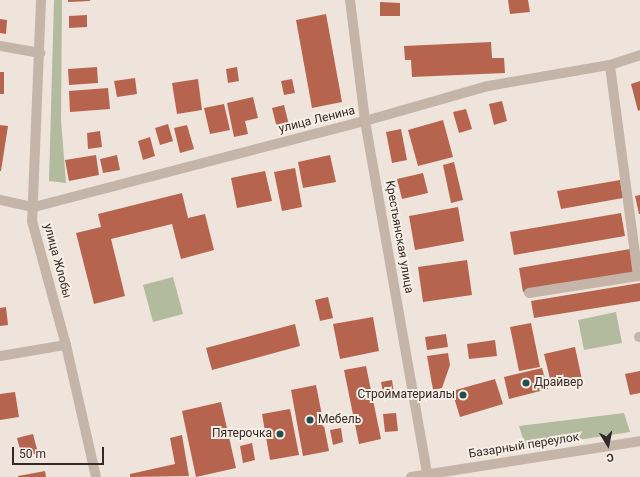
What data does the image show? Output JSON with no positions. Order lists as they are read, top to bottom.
{
  "streets": {
    "street": [
      "улица Ленина",
      "Крестьянская улица",
      "улица Жлобы",
      "Базарный переулок"
    ]
  },
  "crossings": [
    ["улица Ленина", "Крестьянская улица"],
    ["улица Ленина", "улица Жлобы"],
    ["Крестьянская улица", "Базарный переулок"]
  ],
  "places": [
    "Драйвер",
    "Стройматериалы",
    "Мебель",
    "Пятерочка"
  ],
  "scale_bar": "50 m",
  "north": "bottom"
}
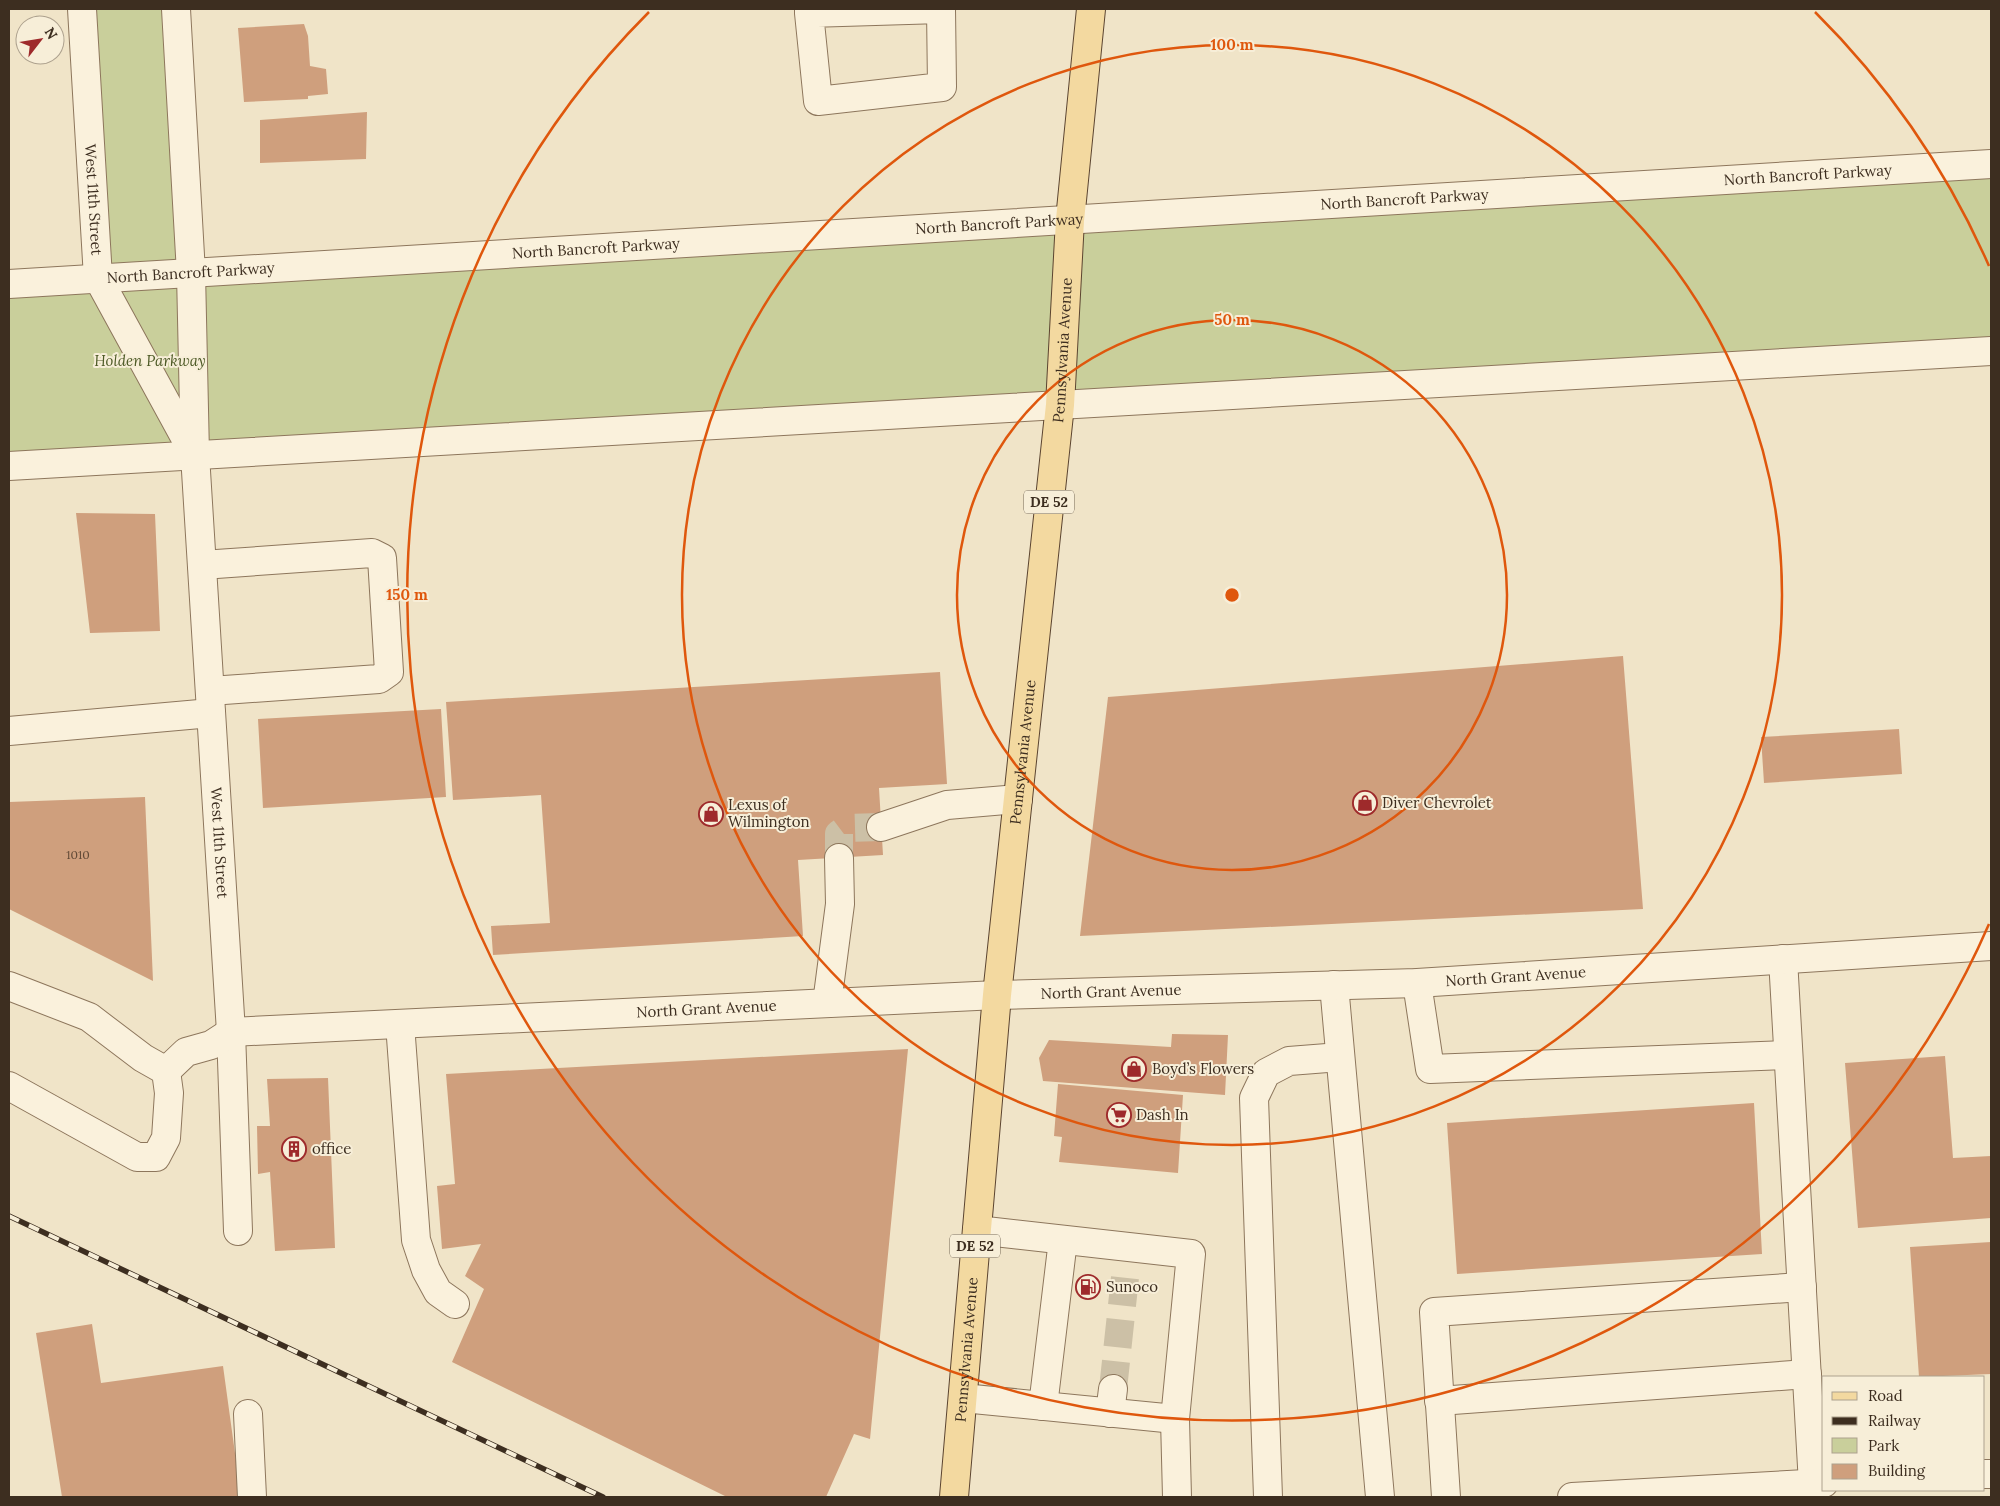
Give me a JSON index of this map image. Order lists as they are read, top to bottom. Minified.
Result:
{"streets":{"main road":["Pennsylvania Avenue","DE 52"],"street":["North Bancroft Parkway","West 11th Street","North Grant Avenue"]},"crossings":[["North Bancroft Parkway","West 11th Street"],["North Bancroft Parkway","Pennsylvania Avenue"],["West 11th Street","North Grant Avenue"],["Pennsylvania Avenue","North Grant Avenue"]],"parks":["Holden Parkway"],"places":{"shop":["Diver Chevrolet","Lexus of Wilmington","Boyd’s Flowers"],"supermarket":["Dash In"],"building":["office"],"fuel station":["Sunoco"]},"house_numbers":["1010"],"legend":["Road","Railway","Park","Building"],"north":"top right","rings":["100 m","50 m","150 m"]}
════
> **Problem**: Please print each entry exactly as it stands, without the pictures.

> **Response to this task**:
What data does the image show? Output JSON with no positions. Order lists as they are read, top to bottom.
{
  "streets": {
    "street": [
      "улица Ленина",
      "Крестьянская улица",
      "улица Жлобы",
      "Базарный переулок"
    ]
  },
  "crossings": [
    ["улица Ленина", "Крестьянская улица"],
    ["улица Ленина", "улица Жлобы"],
    ["Крестьянская улица", "Базарный переулок"]
  ],
  "places": [
    "Драйвер",
    "Стройматериалы",
    "Мебель",
    "Пятерочка"
  ],
  "scale_bar": "50 m",
  "north": "bottom"
}
Give me a JSON index of this map image. Order lists as they are read, top to bottom. Minified.
Result:
{"streets":{"main road":["Pennsylvania Avenue","DE 52"],"street":["North Bancroft Parkway","West 11th Street","North Grant Avenue"]},"crossings":[["North Bancroft Parkway","West 11th Street"],["North Bancroft Parkway","Pennsylvania Avenue"],["West 11th Street","North Grant Avenue"],["Pennsylvania Avenue","North Grant Avenue"]],"parks":["Holden Parkway"],"places":{"shop":["Diver Chevrolet","Lexus of Wilmington","Boyd’s Flowers"],"supermarket":["Dash In"],"building":["office"],"fuel station":["Sunoco"]},"house_numbers":["1010"],"legend":["Road","Railway","Park","Building"],"north":"top right","rings":["100 m","50 m","150 m"]}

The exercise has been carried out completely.